J’ai une théorie courante: il ya plus d’Américains qui souffrent d’anxiété que nous ne le pensons, et la raison pour laquelle ils ne peuvent ou ne veulent pas l’admettre, c’est parce qu’ils la soulagent de manières malsaines, bien que socialement acceptables. C’est ainsi que des phrases telles que «ne vous privez pas» et «traitez-vous» deviennent alors enracinée dans la culture pop. Peut-être devons-nous réfléchir à deux fois à ce dont nous nous "privons" et pourquoi le rôle de cet élément est si important dans nos vies. Nous nous rendons un mauvais service en ne faisant que suivre le courant.

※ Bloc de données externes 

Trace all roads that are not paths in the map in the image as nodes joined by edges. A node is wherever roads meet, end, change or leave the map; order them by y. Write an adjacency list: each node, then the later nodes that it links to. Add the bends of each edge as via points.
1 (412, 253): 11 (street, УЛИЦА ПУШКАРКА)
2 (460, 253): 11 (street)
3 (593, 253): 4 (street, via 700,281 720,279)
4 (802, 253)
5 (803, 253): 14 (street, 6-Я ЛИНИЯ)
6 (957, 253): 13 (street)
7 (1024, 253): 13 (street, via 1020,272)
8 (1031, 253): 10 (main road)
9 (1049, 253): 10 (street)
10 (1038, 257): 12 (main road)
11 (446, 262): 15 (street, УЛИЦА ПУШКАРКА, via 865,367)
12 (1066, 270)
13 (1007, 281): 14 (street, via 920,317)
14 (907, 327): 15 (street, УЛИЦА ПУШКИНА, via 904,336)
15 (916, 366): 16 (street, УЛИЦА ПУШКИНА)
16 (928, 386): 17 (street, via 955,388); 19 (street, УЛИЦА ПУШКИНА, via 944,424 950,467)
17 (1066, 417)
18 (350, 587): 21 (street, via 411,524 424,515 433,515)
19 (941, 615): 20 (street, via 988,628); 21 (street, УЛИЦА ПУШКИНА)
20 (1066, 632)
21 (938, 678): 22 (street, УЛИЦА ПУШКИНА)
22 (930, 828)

préfère également l’ébullition à l’huile d’olive que celle au beurre, et on ajoute des épices à ses mets à la dimension du sel, et le tour est joué !|Comment ça marche ? nLe jeûne intermittent consiste à alterner une période où l’on consomme naturellement avec une autre période où l’on ne mange pas, mais tout en continuant de avaler ! ( L’hydratation est très cruciale, ne l’oublions pas ). nnCette pratique est une méthode d’amincissement et de purification ancestrale…nUtilisée depuis des centaines et des centaines d’années dans de nombreuses civilisations, les impacts du jeûne sur notre corps sont extrêmement positifs : n⦁ La diminution de absorption énergétique ( les circonstances de manger sont moins multiples ) n⦁ Une l’abaissement de l’insuline ( qui est une hormone aidant le stockage des graisses ) n⦁ Un renouveau du rythme circadien ( rythme biologique de notre corps, sur une durée de 24h ) qui encourage la perte de poidsn⦁ Un stérilisation naturelle et sain de votre organisme ( notamment de votre système digestif )|Ne pas manger lors d’un repas n’est véritablement bon. Surtout le petit déjeuner ! il est recommandé de casser les heures de jeûne de la nuit pour remettre son métabolisme en action pour la journée … Personnellement, eont hyperactivité ( TDAH ). Les personnes atteintes de TDAH ont certaines difficultés à faire vérifier leur agissement et/ou à demeurer concentrées. Le traitement le plus donné est la Ritaline® ou méthylphénidate. Efficace sur du TDAH, ce médicament éveille également des impressions secondaires. Les plus connus : un ralentissement de la croissance de l’enfant, réversible à l’arrêt du traitement et la perte d’appétit. Mais il pourrait en avoir de plus : problèmes cardiaques, problèmes psychotiques… nnPar ailleurs chez environ 30% des enfants le méthylphénidate n’a pas d’effets sur les symptômes de l’hyperactivité. Si le magnésium paraît infaillible chez certains enfants TDAH, le moteur de recherche d’alternatives énergiques et sûres à la Ritaline® est encore en cours.